Your answer must be the listing repeated word for word, without its pictures.

> Input material:
#####
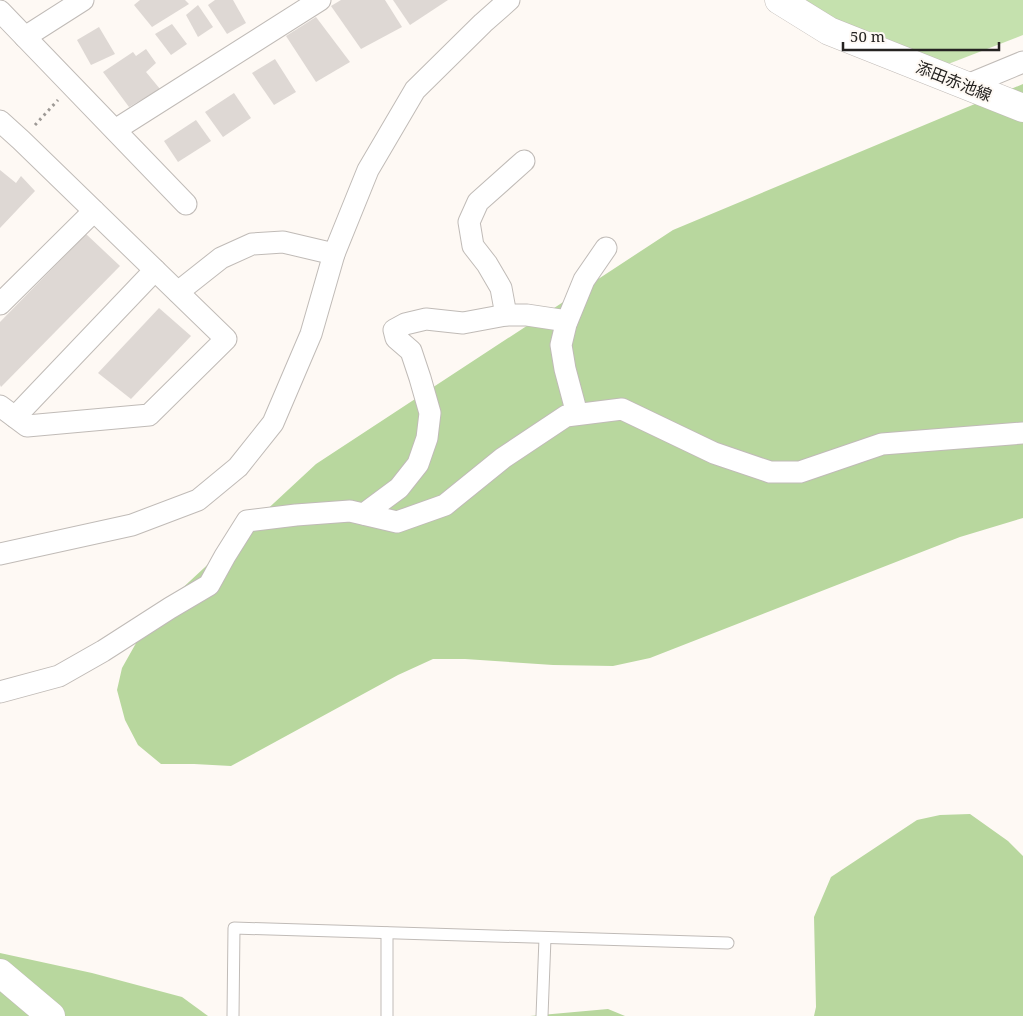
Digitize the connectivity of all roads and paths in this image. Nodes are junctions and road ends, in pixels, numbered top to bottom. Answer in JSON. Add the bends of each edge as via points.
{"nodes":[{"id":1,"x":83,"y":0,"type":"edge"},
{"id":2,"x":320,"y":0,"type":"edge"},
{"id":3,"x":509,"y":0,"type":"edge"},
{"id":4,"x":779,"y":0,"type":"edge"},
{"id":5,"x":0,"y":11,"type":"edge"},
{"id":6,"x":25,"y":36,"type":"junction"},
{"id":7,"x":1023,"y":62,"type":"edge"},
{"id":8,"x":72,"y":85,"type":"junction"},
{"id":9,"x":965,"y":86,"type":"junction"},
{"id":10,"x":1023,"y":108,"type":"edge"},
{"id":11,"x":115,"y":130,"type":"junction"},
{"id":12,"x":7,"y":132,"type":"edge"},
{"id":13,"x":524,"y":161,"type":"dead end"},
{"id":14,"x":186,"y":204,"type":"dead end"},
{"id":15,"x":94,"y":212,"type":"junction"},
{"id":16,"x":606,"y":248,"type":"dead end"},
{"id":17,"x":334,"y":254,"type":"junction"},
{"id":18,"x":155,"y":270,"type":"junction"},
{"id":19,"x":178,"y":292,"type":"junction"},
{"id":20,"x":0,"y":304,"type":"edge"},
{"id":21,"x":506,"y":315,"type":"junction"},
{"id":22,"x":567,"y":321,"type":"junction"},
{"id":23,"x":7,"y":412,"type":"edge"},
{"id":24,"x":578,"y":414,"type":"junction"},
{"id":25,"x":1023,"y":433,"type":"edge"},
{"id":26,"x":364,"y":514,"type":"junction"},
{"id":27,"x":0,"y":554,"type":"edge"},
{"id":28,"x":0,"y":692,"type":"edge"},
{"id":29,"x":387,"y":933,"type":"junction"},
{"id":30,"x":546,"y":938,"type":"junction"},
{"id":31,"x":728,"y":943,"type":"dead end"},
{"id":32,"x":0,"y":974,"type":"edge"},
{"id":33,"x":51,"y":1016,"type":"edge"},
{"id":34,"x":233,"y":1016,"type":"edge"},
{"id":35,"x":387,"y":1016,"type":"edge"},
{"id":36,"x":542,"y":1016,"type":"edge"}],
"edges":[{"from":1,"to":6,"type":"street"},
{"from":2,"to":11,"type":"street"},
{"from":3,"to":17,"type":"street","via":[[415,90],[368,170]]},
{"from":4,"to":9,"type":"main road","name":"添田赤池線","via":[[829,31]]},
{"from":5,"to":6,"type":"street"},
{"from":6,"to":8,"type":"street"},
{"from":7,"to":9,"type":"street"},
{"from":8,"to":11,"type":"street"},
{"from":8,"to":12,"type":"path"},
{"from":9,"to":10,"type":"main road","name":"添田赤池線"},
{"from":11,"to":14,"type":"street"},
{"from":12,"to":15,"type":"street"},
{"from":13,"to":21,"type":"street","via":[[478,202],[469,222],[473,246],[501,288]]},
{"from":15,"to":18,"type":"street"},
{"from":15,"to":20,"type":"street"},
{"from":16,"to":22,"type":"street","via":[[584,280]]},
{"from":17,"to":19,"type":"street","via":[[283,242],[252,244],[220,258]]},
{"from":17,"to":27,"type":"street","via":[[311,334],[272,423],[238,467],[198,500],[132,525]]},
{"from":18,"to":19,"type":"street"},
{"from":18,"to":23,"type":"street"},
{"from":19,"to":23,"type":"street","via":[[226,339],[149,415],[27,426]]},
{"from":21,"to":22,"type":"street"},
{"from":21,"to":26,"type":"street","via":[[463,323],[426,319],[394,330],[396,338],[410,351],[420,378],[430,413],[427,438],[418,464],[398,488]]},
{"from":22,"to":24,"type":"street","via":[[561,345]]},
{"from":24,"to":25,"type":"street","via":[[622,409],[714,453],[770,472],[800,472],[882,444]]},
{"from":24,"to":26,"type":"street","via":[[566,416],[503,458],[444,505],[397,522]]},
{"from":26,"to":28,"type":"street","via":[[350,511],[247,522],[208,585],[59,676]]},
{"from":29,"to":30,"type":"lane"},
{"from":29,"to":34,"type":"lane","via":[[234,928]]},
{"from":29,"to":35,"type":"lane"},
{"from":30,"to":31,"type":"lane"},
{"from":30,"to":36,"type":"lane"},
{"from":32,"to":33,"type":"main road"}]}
#####
> The answer:
Digitize the connectivity of all roads and paths in this image. Nodes are junctions and road ends, in pixels, numbered top to bottom. Answer in JSON. Add the bends of each edge as via points.
{"nodes":[{"id":1,"x":83,"y":0,"type":"edge"},
{"id":2,"x":320,"y":0,"type":"edge"},
{"id":3,"x":509,"y":0,"type":"edge"},
{"id":4,"x":779,"y":0,"type":"edge"},
{"id":5,"x":0,"y":11,"type":"edge"},
{"id":6,"x":25,"y":36,"type":"junction"},
{"id":7,"x":1023,"y":62,"type":"edge"},
{"id":8,"x":72,"y":85,"type":"junction"},
{"id":9,"x":965,"y":86,"type":"junction"},
{"id":10,"x":1023,"y":108,"type":"edge"},
{"id":11,"x":115,"y":130,"type":"junction"},
{"id":12,"x":7,"y":132,"type":"edge"},
{"id":13,"x":524,"y":161,"type":"dead end"},
{"id":14,"x":186,"y":204,"type":"dead end"},
{"id":15,"x":94,"y":212,"type":"junction"},
{"id":16,"x":606,"y":248,"type":"dead end"},
{"id":17,"x":334,"y":254,"type":"junction"},
{"id":18,"x":155,"y":270,"type":"junction"},
{"id":19,"x":178,"y":292,"type":"junction"},
{"id":20,"x":0,"y":304,"type":"edge"},
{"id":21,"x":506,"y":315,"type":"junction"},
{"id":22,"x":567,"y":321,"type":"junction"},
{"id":23,"x":7,"y":412,"type":"edge"},
{"id":24,"x":578,"y":414,"type":"junction"},
{"id":25,"x":1023,"y":433,"type":"edge"},
{"id":26,"x":364,"y":514,"type":"junction"},
{"id":27,"x":0,"y":554,"type":"edge"},
{"id":28,"x":0,"y":692,"type":"edge"},
{"id":29,"x":387,"y":933,"type":"junction"},
{"id":30,"x":546,"y":938,"type":"junction"},
{"id":31,"x":728,"y":943,"type":"dead end"},
{"id":32,"x":0,"y":974,"type":"edge"},
{"id":33,"x":51,"y":1016,"type":"edge"},
{"id":34,"x":233,"y":1016,"type":"edge"},
{"id":35,"x":387,"y":1016,"type":"edge"},
{"id":36,"x":542,"y":1016,"type":"edge"}],
"edges":[{"from":1,"to":6,"type":"street"},
{"from":2,"to":11,"type":"street"},
{"from":3,"to":17,"type":"street","via":[[415,90],[368,170]]},
{"from":4,"to":9,"type":"main road","name":"添田赤池線","via":[[829,31]]},
{"from":5,"to":6,"type":"street"},
{"from":6,"to":8,"type":"street"},
{"from":7,"to":9,"type":"street"},
{"from":8,"to":11,"type":"street"},
{"from":8,"to":12,"type":"path"},
{"from":9,"to":10,"type":"main road","name":"添田赤池線"},
{"from":11,"to":14,"type":"street"},
{"from":12,"to":15,"type":"street"},
{"from":13,"to":21,"type":"street","via":[[478,202],[469,222],[473,246],[501,288]]},
{"from":15,"to":18,"type":"street"},
{"from":15,"to":20,"type":"street"},
{"from":16,"to":22,"type":"street","via":[[584,280]]},
{"from":17,"to":19,"type":"street","via":[[283,242],[252,244],[220,258]]},
{"from":17,"to":27,"type":"street","via":[[311,334],[272,423],[238,467],[198,500],[132,525]]},
{"from":18,"to":19,"type":"street"},
{"from":18,"to":23,"type":"street"},
{"from":19,"to":23,"type":"street","via":[[226,339],[149,415],[27,426]]},
{"from":21,"to":22,"type":"street"},
{"from":21,"to":26,"type":"street","via":[[463,323],[426,319],[394,330],[396,338],[410,351],[420,378],[430,413],[427,438],[418,464],[398,488]]},
{"from":22,"to":24,"type":"street","via":[[561,345]]},
{"from":24,"to":25,"type":"street","via":[[622,409],[714,453],[770,472],[800,472],[882,444]]},
{"from":24,"to":26,"type":"street","via":[[566,416],[503,458],[444,505],[397,522]]},
{"from":26,"to":28,"type":"street","via":[[350,511],[247,522],[208,585],[59,676]]},
{"from":29,"to":30,"type":"lane"},
{"from":29,"to":34,"type":"lane","via":[[234,928]]},
{"from":29,"to":35,"type":"lane"},
{"from":30,"to":31,"type":"lane"},
{"from":30,"to":36,"type":"lane"},
{"from":32,"to":33,"type":"main road"}]}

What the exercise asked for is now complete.